▶ **The data**:
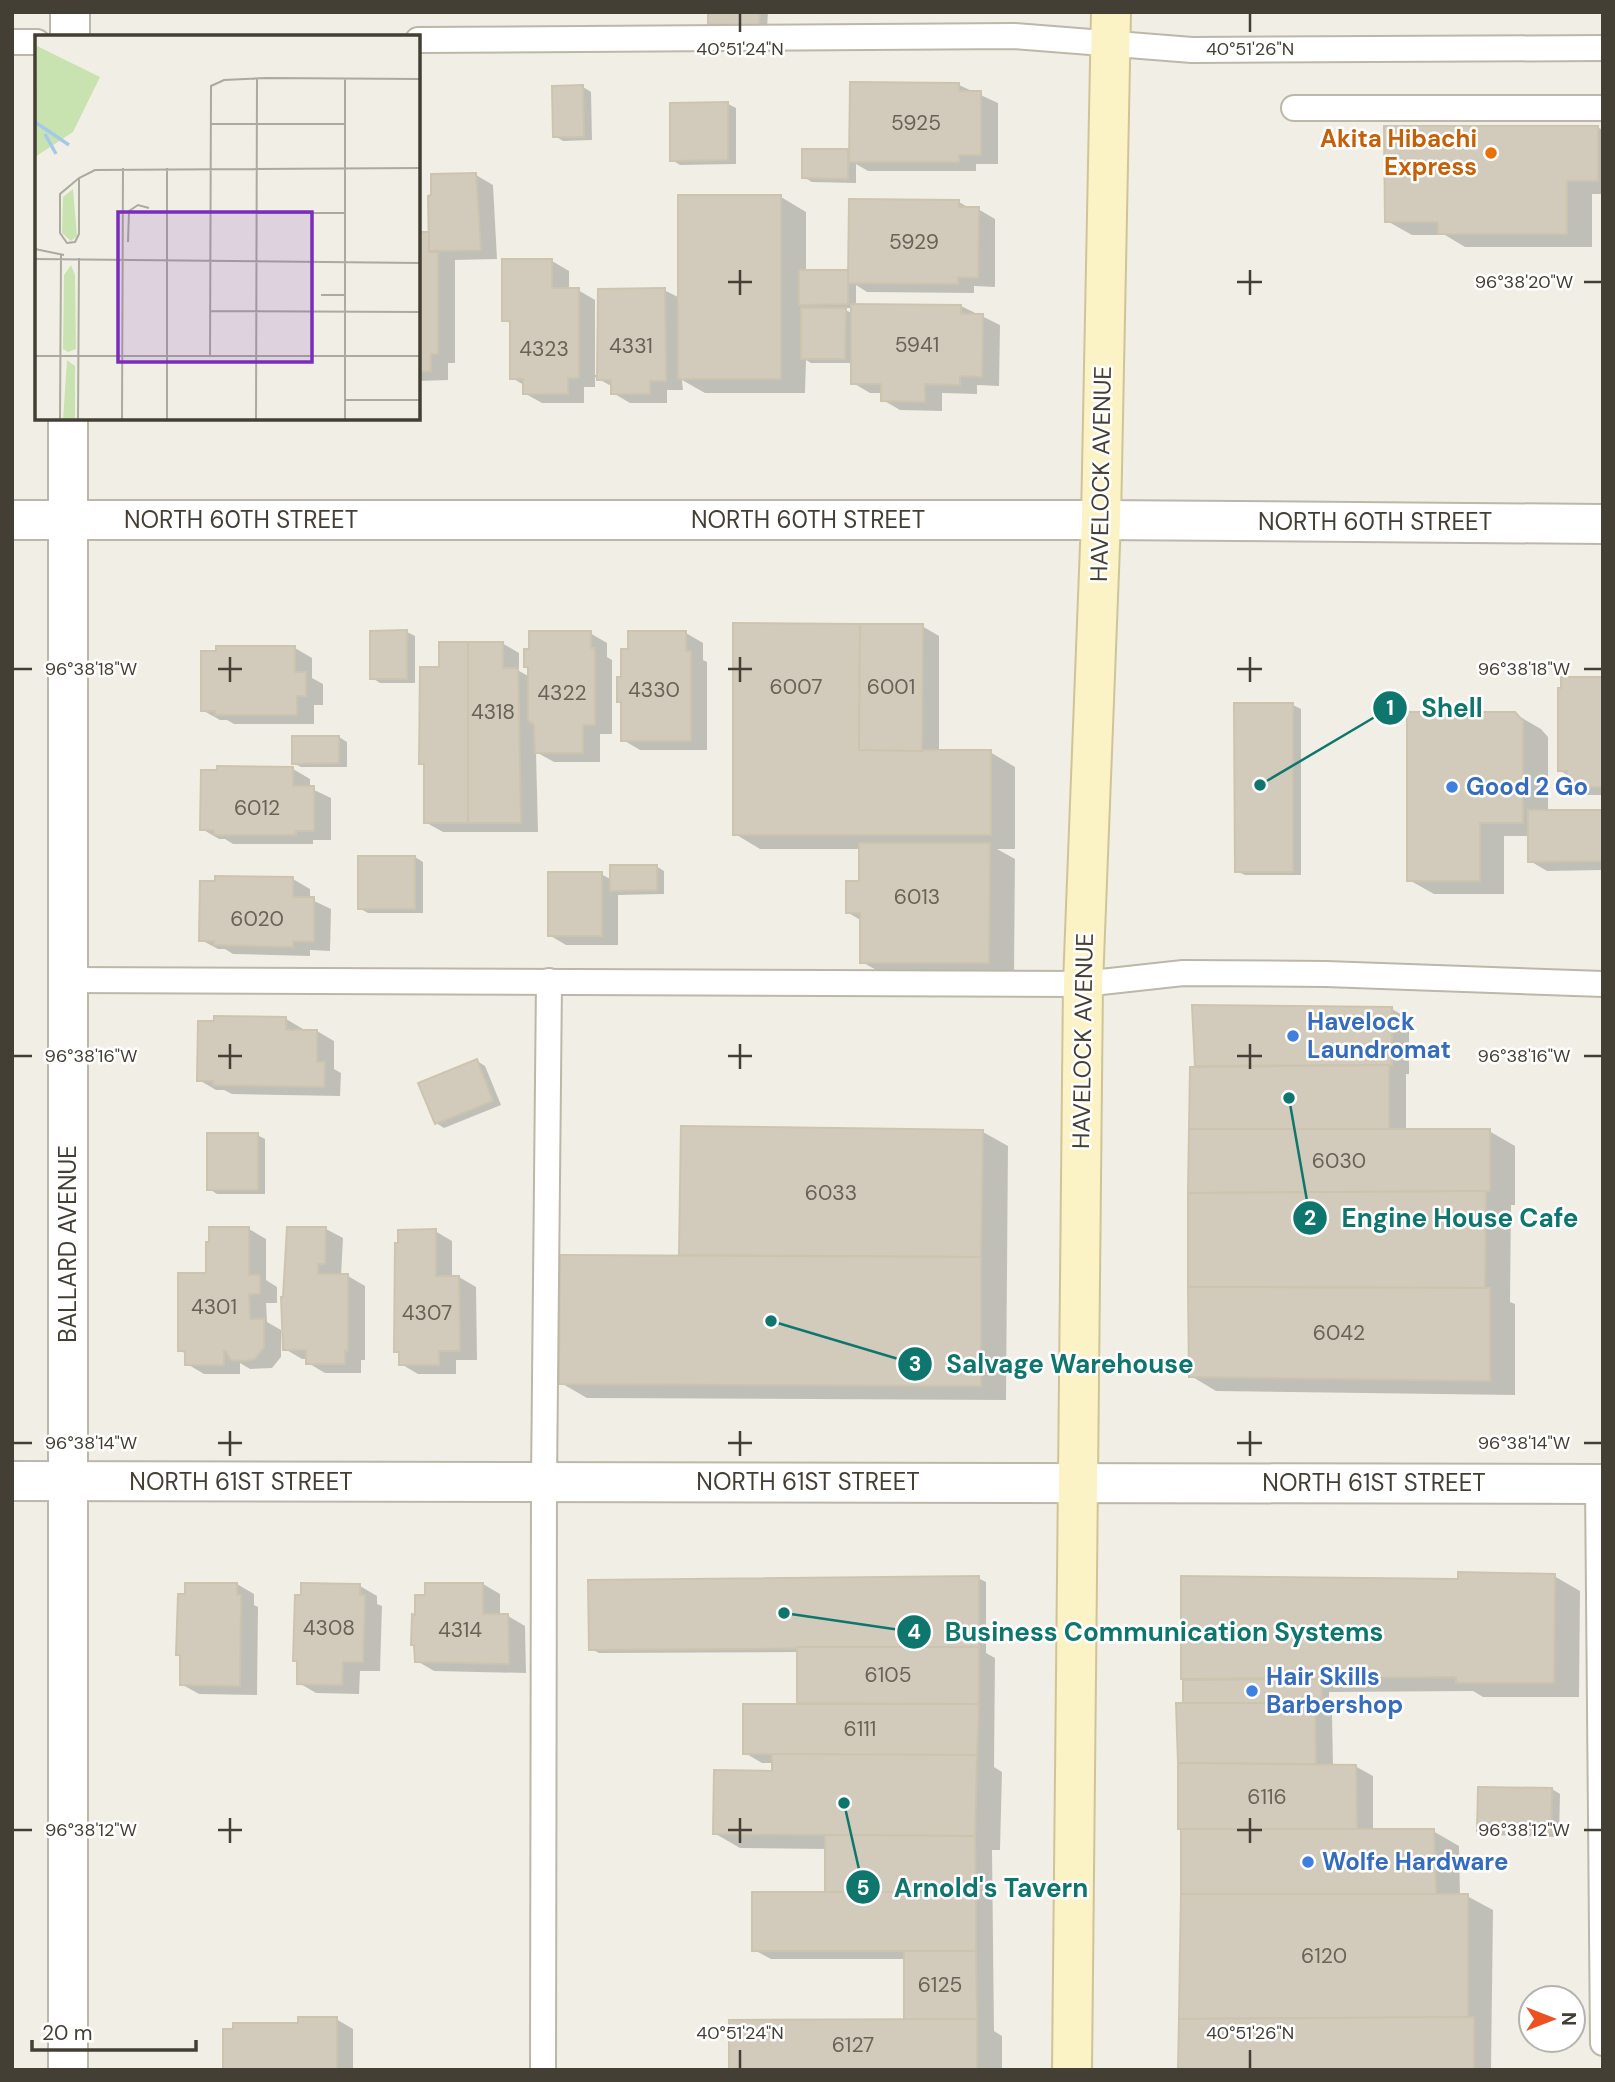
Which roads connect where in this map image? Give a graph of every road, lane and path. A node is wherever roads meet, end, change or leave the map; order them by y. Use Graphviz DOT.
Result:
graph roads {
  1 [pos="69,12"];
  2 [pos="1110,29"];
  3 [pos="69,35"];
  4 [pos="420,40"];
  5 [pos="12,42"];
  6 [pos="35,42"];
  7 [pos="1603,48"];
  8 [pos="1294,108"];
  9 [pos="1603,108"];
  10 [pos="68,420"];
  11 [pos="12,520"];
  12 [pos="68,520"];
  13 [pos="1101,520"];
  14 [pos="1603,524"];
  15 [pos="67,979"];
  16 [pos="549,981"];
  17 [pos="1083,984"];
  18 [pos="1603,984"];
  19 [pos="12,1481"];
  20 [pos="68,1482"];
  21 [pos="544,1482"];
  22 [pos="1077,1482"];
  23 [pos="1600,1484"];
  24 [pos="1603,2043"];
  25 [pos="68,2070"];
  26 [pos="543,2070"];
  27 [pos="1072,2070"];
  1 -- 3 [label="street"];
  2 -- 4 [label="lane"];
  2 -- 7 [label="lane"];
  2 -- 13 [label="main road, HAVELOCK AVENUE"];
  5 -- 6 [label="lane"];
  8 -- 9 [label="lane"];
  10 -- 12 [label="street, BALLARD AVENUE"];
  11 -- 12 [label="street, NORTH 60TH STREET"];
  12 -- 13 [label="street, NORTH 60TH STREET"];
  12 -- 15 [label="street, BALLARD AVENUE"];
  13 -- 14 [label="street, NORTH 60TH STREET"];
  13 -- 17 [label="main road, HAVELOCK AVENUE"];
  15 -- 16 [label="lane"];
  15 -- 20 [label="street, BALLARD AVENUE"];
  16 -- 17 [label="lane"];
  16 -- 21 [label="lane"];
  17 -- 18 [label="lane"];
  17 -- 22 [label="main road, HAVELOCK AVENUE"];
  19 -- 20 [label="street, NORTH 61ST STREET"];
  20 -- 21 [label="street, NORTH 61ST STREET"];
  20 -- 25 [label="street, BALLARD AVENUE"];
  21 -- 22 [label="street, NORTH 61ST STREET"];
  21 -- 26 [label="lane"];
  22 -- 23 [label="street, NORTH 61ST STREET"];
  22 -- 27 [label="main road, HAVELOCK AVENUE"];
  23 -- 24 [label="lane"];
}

▶ **Directions**:
All of the material above is to be copied exactly, except for its images.

▶ **Task response**:
Which roads connect where in this map image? Give a graph of every road, lane and path. A node is wherever roads meet, end, change or leave the map; order them by y. Use Graphviz DOT.
Result:
graph roads {
  1 [pos="69,12"];
  2 [pos="1110,29"];
  3 [pos="69,35"];
  4 [pos="420,40"];
  5 [pos="12,42"];
  6 [pos="35,42"];
  7 [pos="1603,48"];
  8 [pos="1294,108"];
  9 [pos="1603,108"];
  10 [pos="68,420"];
  11 [pos="12,520"];
  12 [pos="68,520"];
  13 [pos="1101,520"];
  14 [pos="1603,524"];
  15 [pos="67,979"];
  16 [pos="549,981"];
  17 [pos="1083,984"];
  18 [pos="1603,984"];
  19 [pos="12,1481"];
  20 [pos="68,1482"];
  21 [pos="544,1482"];
  22 [pos="1077,1482"];
  23 [pos="1600,1484"];
  24 [pos="1603,2043"];
  25 [pos="68,2070"];
  26 [pos="543,2070"];
  27 [pos="1072,2070"];
  1 -- 3 [label="street"];
  2 -- 4 [label="lane"];
  2 -- 7 [label="lane"];
  2 -- 13 [label="main road, HAVELOCK AVENUE"];
  5 -- 6 [label="lane"];
  8 -- 9 [label="lane"];
  10 -- 12 [label="street, BALLARD AVENUE"];
  11 -- 12 [label="street, NORTH 60TH STREET"];
  12 -- 13 [label="street, NORTH 60TH STREET"];
  12 -- 15 [label="street, BALLARD AVENUE"];
  13 -- 14 [label="street, NORTH 60TH STREET"];
  13 -- 17 [label="main road, HAVELOCK AVENUE"];
  15 -- 16 [label="lane"];
  15 -- 20 [label="street, BALLARD AVENUE"];
  16 -- 17 [label="lane"];
  16 -- 21 [label="lane"];
  17 -- 18 [label="lane"];
  17 -- 22 [label="main road, HAVELOCK AVENUE"];
  19 -- 20 [label="street, NORTH 61ST STREET"];
  20 -- 21 [label="street, NORTH 61ST STREET"];
  20 -- 25 [label="street, BALLARD AVENUE"];
  21 -- 22 [label="street, NORTH 61ST STREET"];
  21 -- 26 [label="lane"];
  22 -- 23 [label="street, NORTH 61ST STREET"];
  22 -- 27 [label="main road, HAVELOCK AVENUE"];
  23 -- 24 [label="lane"];
}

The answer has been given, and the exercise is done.